The surge in global oil prices triggered by the Middle East crisis is already translating into a significantly higher fuel bill for Sri Lanka.
With Brent crude now trading around $100 per barrel amid fears of disruptions to Gulf shipping routes, the island’s import costs have jumped sharply compared with prices earlier this year.

Only a few weeks ago, in late February 2026, Brent crude was trading close to $70–72 per barrel.

The current level therefore represents roughly a 40% increase in global oil prices within a short period, driven by the escalating conflict and threats to shipping through the Strait of Hormuz, the corridor carrying about one-fifth of the world’s oil supply.

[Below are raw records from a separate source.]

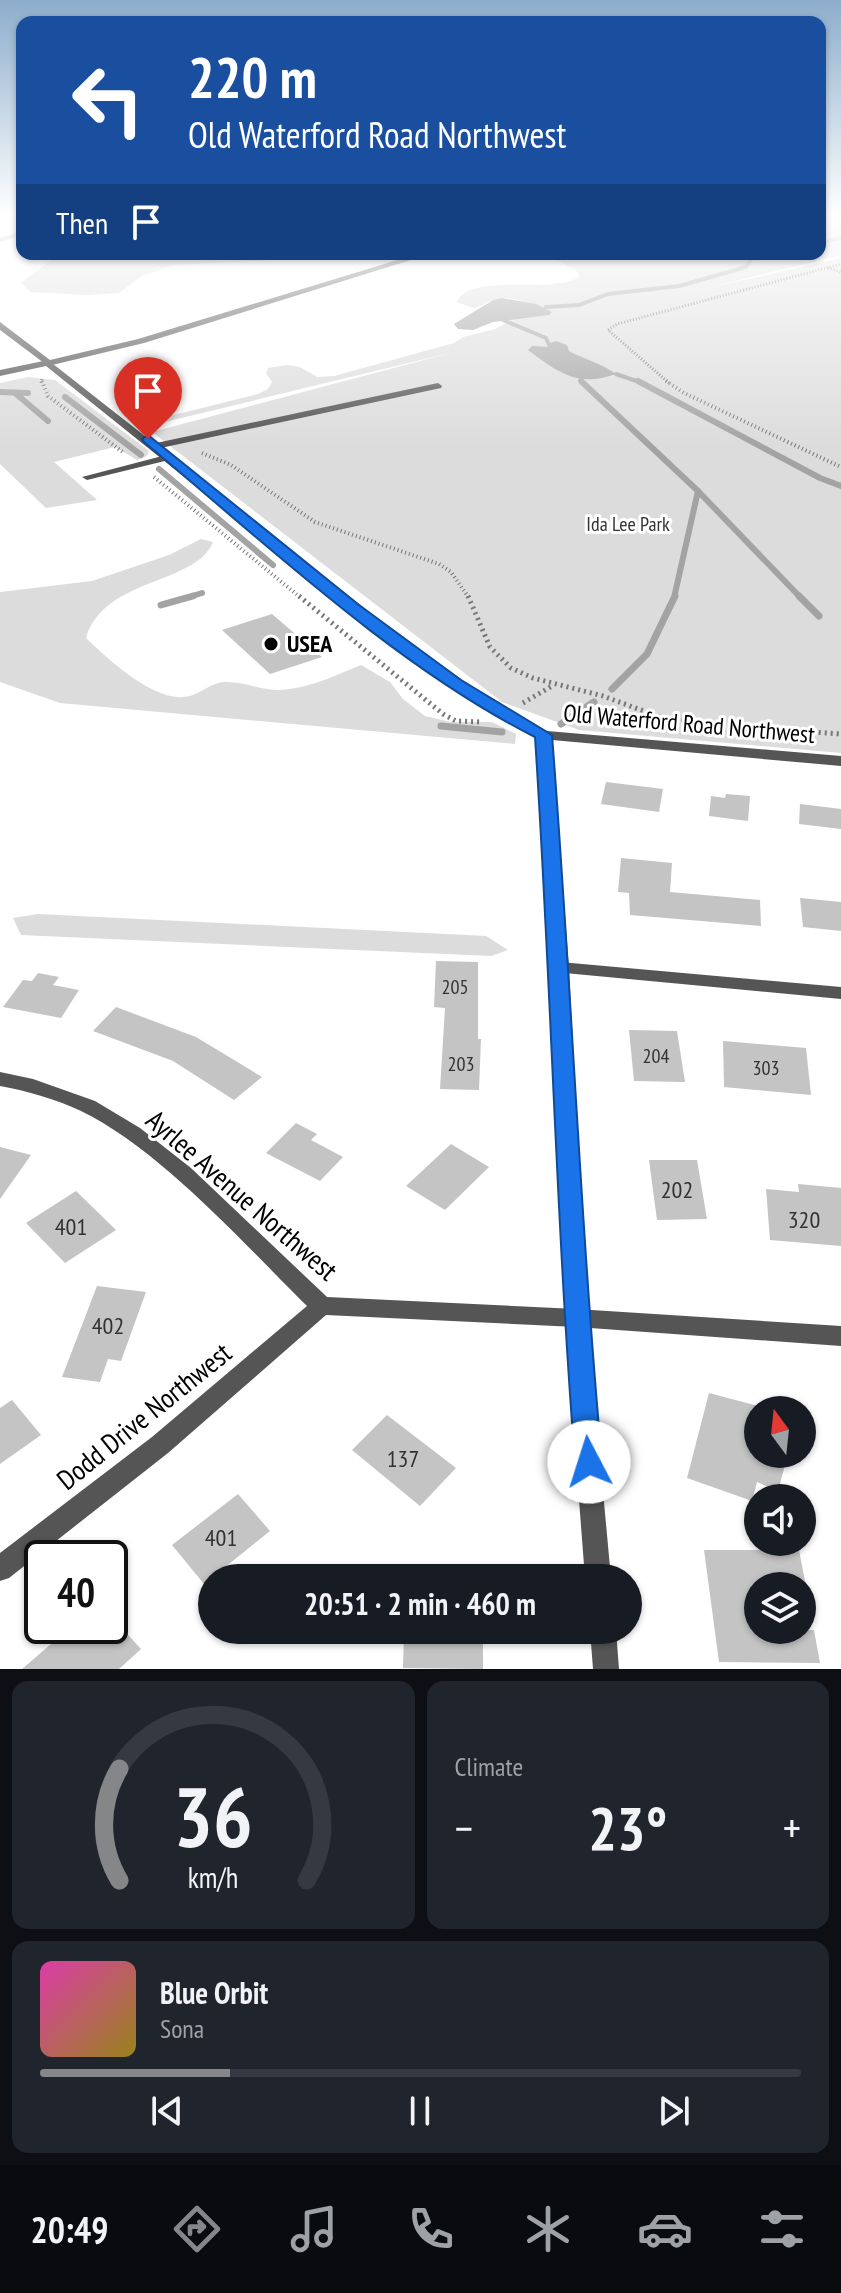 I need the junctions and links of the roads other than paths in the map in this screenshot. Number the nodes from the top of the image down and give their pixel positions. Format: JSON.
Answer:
{"nodes":[{"id":1,"x":302,"y":292,"type":"edge"},
{"id":2,"x":0,"y":325,"type":"edge"},
{"id":3,"x":48,"y":363,"type":"junction"},
{"id":4,"x":0,"y":373,"type":"edge"},
{"id":5,"x":438,"y":386,"type":"dead end"},
{"id":6,"x":156,"y":446,"type":"junction"},
{"id":7,"x":170,"y":457,"type":"junction"},
{"id":8,"x":87,"y":477,"type":"dead end"},
{"id":9,"x":544,"y":735,"type":"junction"},
{"id":10,"x":841,"y":761,"type":"edge"},
{"id":11,"x":560,"y":968,"type":"junction"},
{"id":12,"x":841,"y":993,"type":"edge"},
{"id":13,"x":0,"y":1079,"type":"edge"},
{"id":14,"x":322,"y":1306,"type":"junction"},
{"id":15,"x":576,"y":1318,"type":"junction"},
{"id":16,"x":841,"y":1336,"type":"edge"},
{"id":17,"x":597,"y":1564,"type":"edge"},
{"id":18,"x":0,"y":1569,"type":"edge"},
{"id":19,"x":604,"y":1644,"type":"edge"},
{"id":20,"x":606,"y":1669,"type":"edge"}],
"edges":[{"from":1,"to":3,"type":"street"},
{"from":2,"to":3,"type":"street","name":"Old Waterford Road Northwest"},
{"from":3,"to":4,"type":"street"},
{"from":3,"to":6,"type":"street","name":"Old Waterford Road Northwest"},
{"from":5,"to":6,"type":"lane"},
{"from":6,"to":7,"type":"street","name":"Old Waterford Road Northwest"},
{"from":7,"to":8,"type":"lane"},
{"from":7,"to":9,"type":"street","name":"Old Waterford Road Northwest"},
{"from":9,"to":10,"type":"street","name":"Old Waterford Road Northwest"},
{"from":9,"to":11,"type":"street"},
{"from":11,"to":12,"type":"street"},
{"from":11,"to":15,"type":"street"},
{"from":13,"to":14,"type":"street","name":"Ayrlee Avenue Northwest"},
{"from":14,"to":15,"type":"street","name":"Ayrlee Avenue Northwest"},
{"from":14,"to":18,"type":"street","name":"Dodd Drive Northwest"},
{"from":15,"to":16,"type":"street","name":"Ayrlee Avenue Northwest"},
{"from":15,"to":17,"type":"street"},
{"from":19,"to":20,"type":"street"}]} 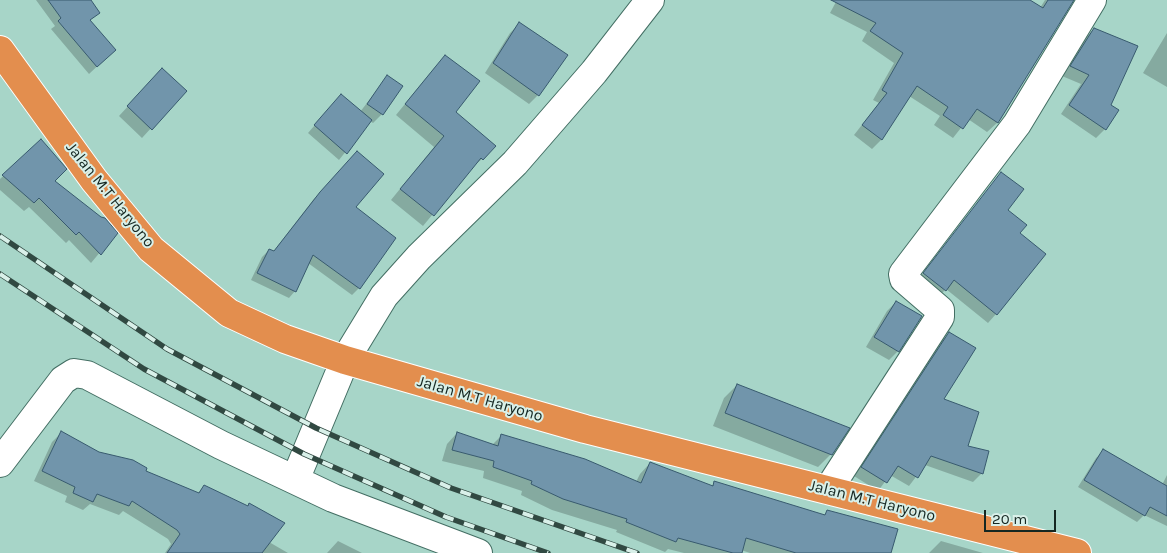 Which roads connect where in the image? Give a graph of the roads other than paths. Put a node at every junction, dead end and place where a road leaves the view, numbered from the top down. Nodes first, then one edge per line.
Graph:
1 (650, 0) edge
2 (1092, 0) edge
3 (0, 50) edge
4 (345, 360) junction
5 (0, 463) edge
6 (295, 480) junction
7 (828, 490) junction
8 (478, 553) edge
9 (1077, 553) edge

1 - 4 street
2 - 7 street
3 - 4 highway, Jalan M.T Haryono
4 - 6 street
4 - 7 highway, Jalan M.T Haryono
5 - 6 street
6 - 8 street
7 - 9 highway, Jalan M.T Haryono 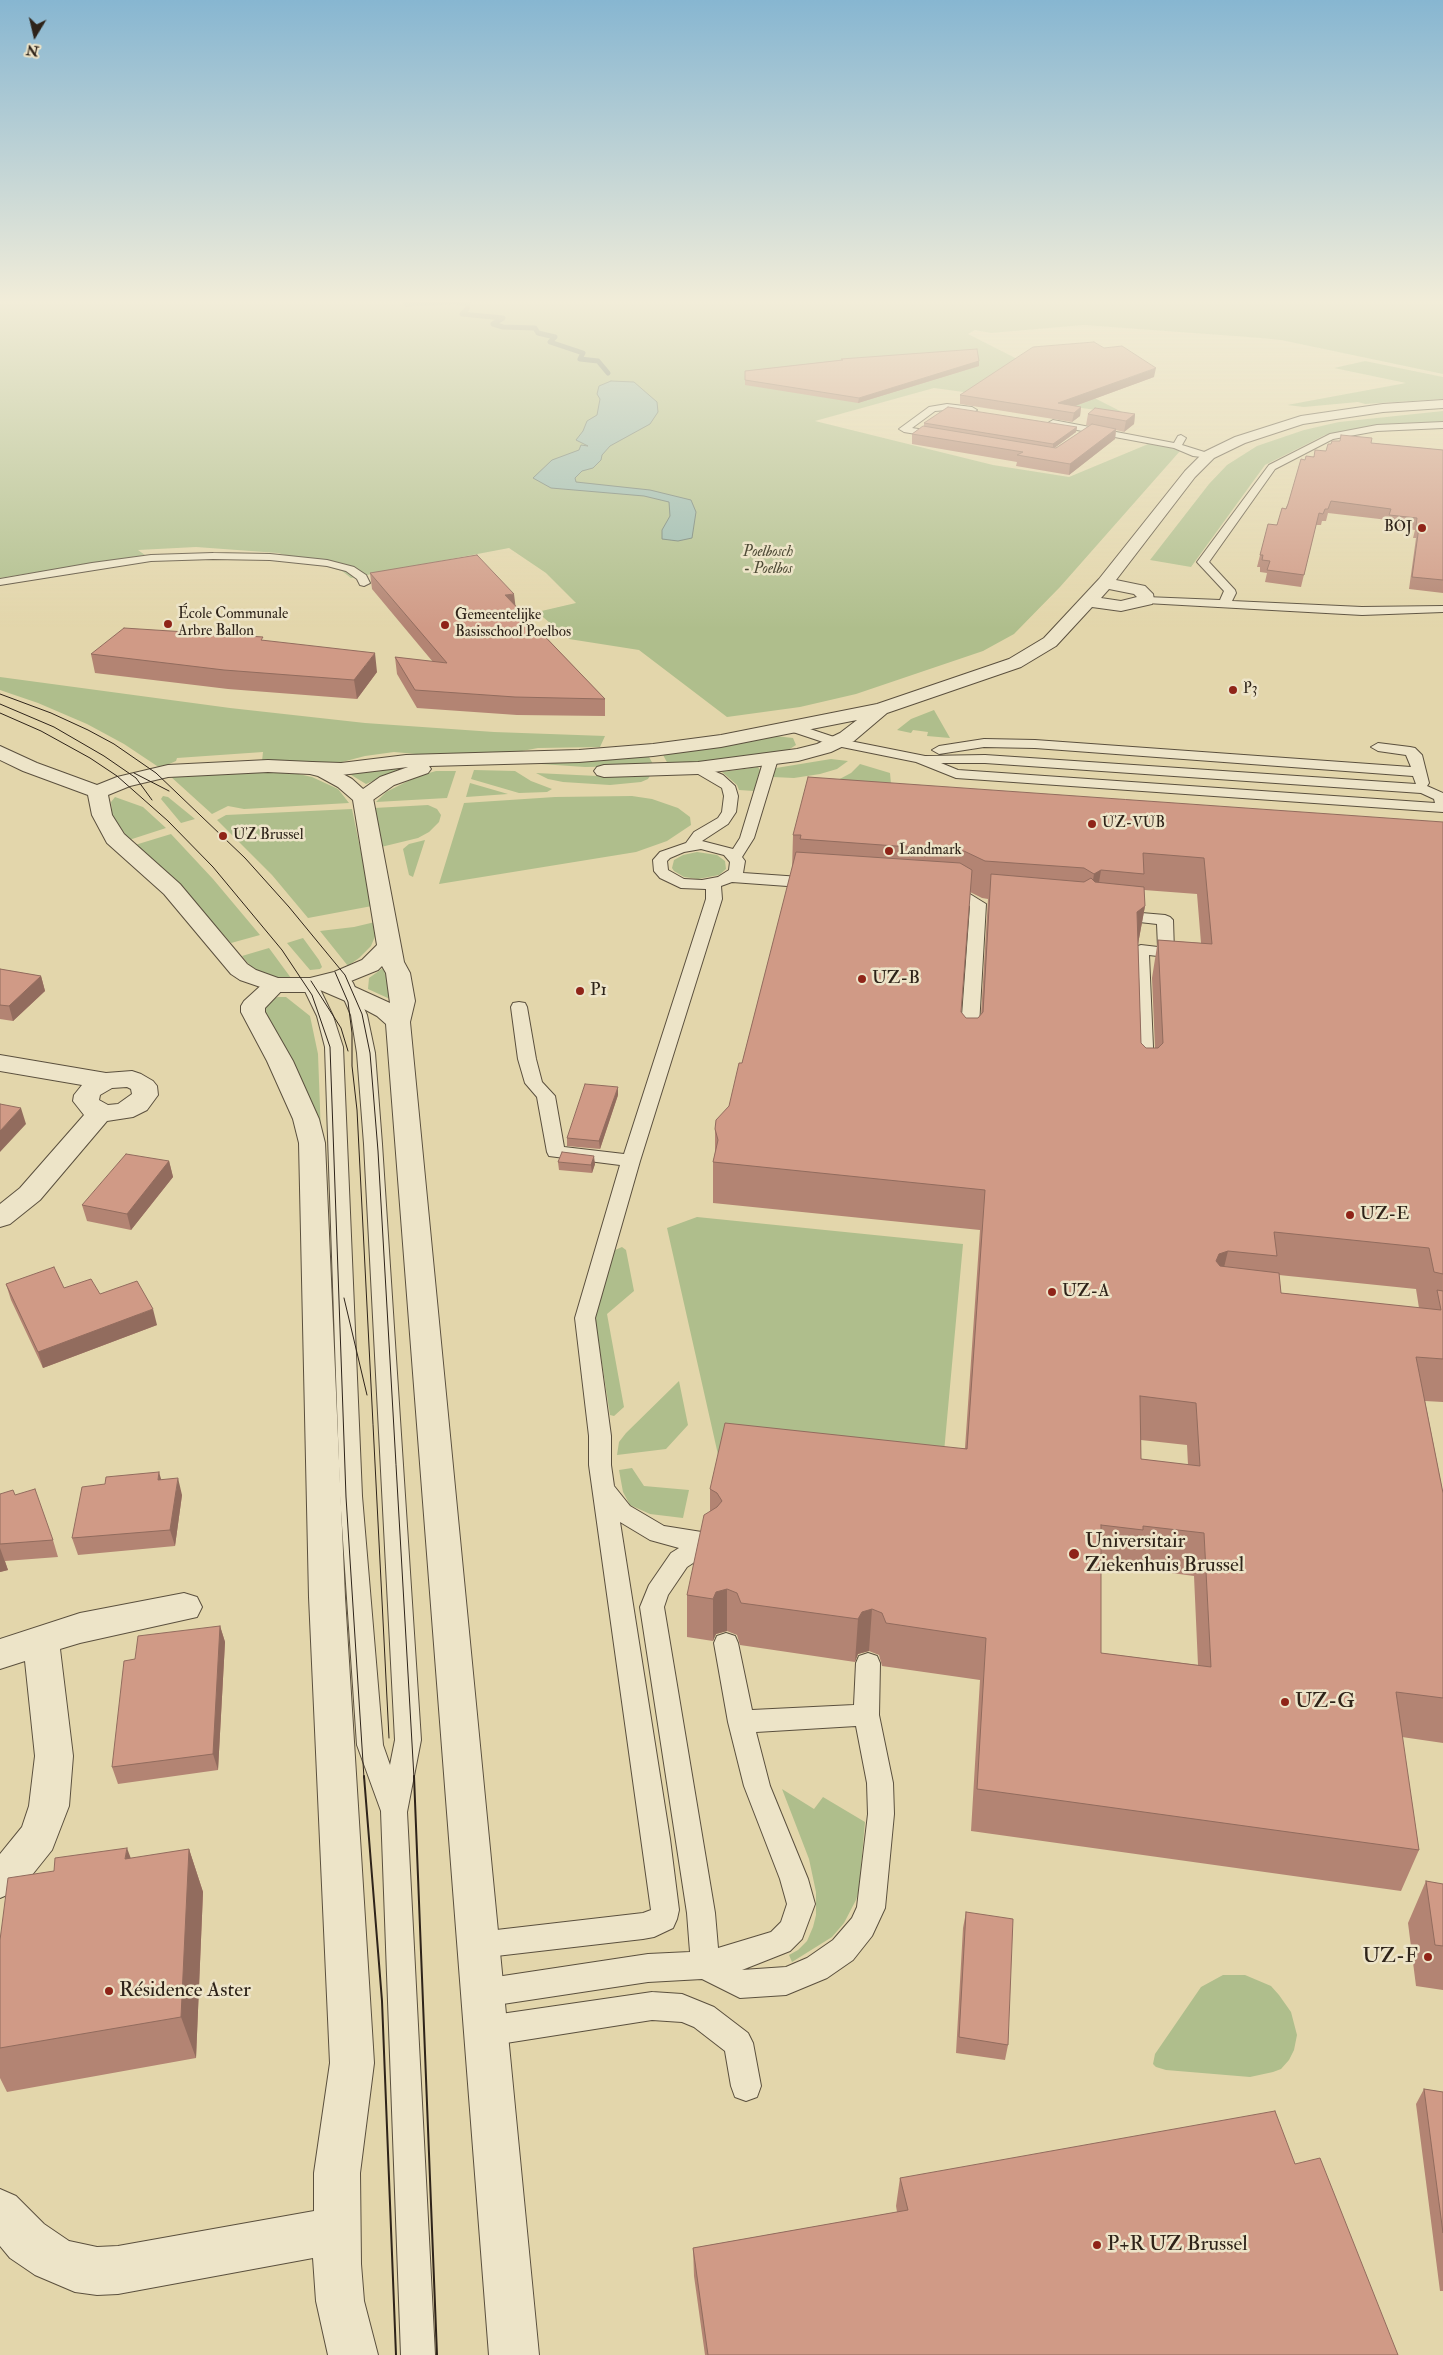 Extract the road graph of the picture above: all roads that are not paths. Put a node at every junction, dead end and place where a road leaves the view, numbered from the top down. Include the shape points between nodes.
1 (933, 409) edge
2 (959, 409) edge
3 (1347, 409) edge
4 (1376, 409) edge
5 (979, 412) edge
6 (1338, 414) junction
7 (1086, 418) dead end
8 (1046, 422) edge
9 (1442, 426) edge
10 (1075, 427) junction
11 (1088, 430) junction
12 (952, 437) edge
13 (1075, 440) edge
14 (1209, 455) junction
15 (0, 582) edge
16 (1105, 582) junction
17 (364, 584) dead end
18 (1146, 600) junction
19 (1089, 601) junction
20 (1227, 605) junction
21 (1443, 609) edge
22 (881, 709) junction
23 (795, 728) junction
24 (838, 742) junction
25 (1378, 747) dead end
26 (0, 752) edge
27 (920, 759) junction
28 (772, 760) junction
29 (312, 768) junction
30 (698, 768) junction
31 (1419, 772) junction
32 (956, 774) junction
33 (984, 776) joint
34 (1424, 789) junction
35 (954, 791) edge
36 (97, 792) junction
37 (363, 798) junction
38 (1442, 804) edge
39 (690, 846) junction
40 (735, 856) junction
41 (722, 880) junction
42 (826, 884) edge
43 (931, 892) edge
44 (978, 904) junction
45 (996, 906) edge
46 (1104, 914) edge
47 (389, 946) junction
48 (331, 984) junction
49 (275, 985) junction
50 (519, 1007) dead end
51 (398, 1022) junction
52 (968, 1051) edge
53 (0, 1063) edge
54 (106, 1081) junction
55 (1145, 1082) edge
56 (100, 1112) junction
57 (631, 1161) junction
58 (0, 1218) edge
59 (605, 1490) junction
60 (184, 1607) dead end
61 (41, 1639) junction
62 (726, 1643) dead end
63 (0, 1654) edge
64 (868, 1664) dead end
65 (866, 1715) junction
66 (741, 1722) junction
67 (394, 1812) junction
68 (0, 1879) edge
69 (479, 1945) junction
70 (705, 1965) junction
71 (485, 2012) junction
72 (746, 2086) dead end
73 (0, 2212) edge
74 (336, 2230) junction
75 (353, 2355) edge
76 (418, 2355) edge
77 (514, 2355) edge

1 - 12 lane via 904,429
2 - 5 lane
3 - 6 street
4 - 6 street
6 - 14 street via 1283,425
7 - 10 lane
8 - 10 lane
9 - 20 lane via 1377,428 1330,437 1272,467 1202,562 1229,590
10 - 11 lane
11 - 13 lane
11 - 14 lane via 1179,442 1193,453
14 - 16 street
15 - 17 lane via 143,559 213,556 327,563 350,569 362,577
16 - 18 street via 1139,590 1145,594
16 - 19 street
18 - 19 street via 1121,606
18 - 20 lane
19 - 22 street via 1050,642 1014,663
20 - 21 lane via 1362,611
22 - 23 street
22 - 24 street via 856,732
23 - 24 lane
23 - 29 street via 628,752 406,760 341,769
24 - 27 lane
24 - 28 street via 808,753
25 - 31 lane via 1410,751 1415,755
26 - 36 street
27 - 31 lane via 936,751 1004,742
27 - 32 lane
27 - 34 lane via 985,758
28 - 30 street
28 - 40 lane via 747,838
29 - 36 street via 250,766 168,771 124,781
29 - 37 street via 345,783
30 - 37 street via 613,772 509,766 443,767 398,776 377,786
30 - 39 lane via 728,786 731,796 729,812 723,821 699,835
31 - 34 lane
32 - 33 lane
32 - 35 lane
33 - 38 lane
34 - 38 lane
36 - 49 street via 107,826 122,846 172,889 239,968 248,976
37 - 47 street
39 - 40 lane via 721,848
39 - 41 lane via 660,860 660,870 665,876 681,883 702,885
40 - 41 lane via 739,867
41 - 42 lane
41 - 57 lane
43 - 44 lane via 960,894
44 - 45 lane
44 - 52 lane
46 - 55 lane via 1165,920 1166,952 1141,950
47 - 48 street via 370,965
47 - 51 street via 403,1001
48 - 49 street
48 - 51 street via 386,1011
48 - 67 lane via 324,1016 334,1047 351,1496 370,1745
48 - 67 lane via 359,1015 366,1053 373,1144 408,1740
49 - 74 street via 253,1006 253,1012 306,1118 312,1143 328,1620 352,2063 337,2173
50 - 57 lane via 527,1059 534,1083 546,1096 556,1152
51 - 69 street
53 - 54 street
54 - 56 street via 91,1090 86,1101 93,1110
54 - 56 street via 124,1078 139,1082 144,1086 145,1095 138,1104 124,1111
56 - 58 street via 30,1194
57 - 59 lane via 585,1318
59 - 69 lane via 656,1839 665,1910 663,1919 643,1926
59 - 70 lane via 622,1512 642,1526 658,1534 696,1541 657,1592 652,1607 701,1913
60 - 61 street
61 - 63 street
61 - 68 street via 54,1756 49,1806 38,1837
62 - 66 lane
64 - 65 lane
65 - 66 lane
65 - 70 lane via 880,1783 881,1814 870,1908 862,1927 843,1950 817,1968 786,1981 740,1984
66 - 70 lane via 757,1786 801,1904 792,1930 780,1942
67 - 76 lane
69 - 71 street
70 - 71 lane via 648,1968
71 - 72 lane via 652,2006 682,2008 704,2017 738,2043
71 - 77 street
73 - 74 street via 27,2240 52,2258 75,2268 97,2272
74 - 75 street via 340,2301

For Sri Lanka the financial implications are immediate.
A typical crude shipment for the Sapugaskanda refinery is about 100,000 metric tons, equivalent to roughly 730,000 barrels of oil. At the earlier price of $70 per barrel, such a cargo would have cost around $51 million. At today’s price of about $100 per barrel, the same shipment costs roughly $73 million.

That means Sri Lanka is now paying about $22 million more for each crude cargo.

Sri Lanka usually imports around 10 crude cargoes a year, meaning the additional annual cost could approach $200–220 million if prices remain at current levels.

And that figure reflects crude oil alone.

The country also imports large quantities of refined products such as diesel, petrol, jet fuel and LPG, most of which arrive from India or Singapore. Overall, Sri Lanka already spends close to $3.8 billion annually on fuel imports, making energy one of the largest drains on foreign exchange.

Be that as it may, the real risk lies not only in price but in supply. If disruptions around the Gulf intensify, physical cargoes could become harder to secure, pushing premiums even higher.

For Sri Lanka — an island economy dependent on imported energy — the rising oil price is more than a market statistic.
It is a reminder that when geopolitics shakes the world’s energy arteries, the shock quickly reaches the pumps at home.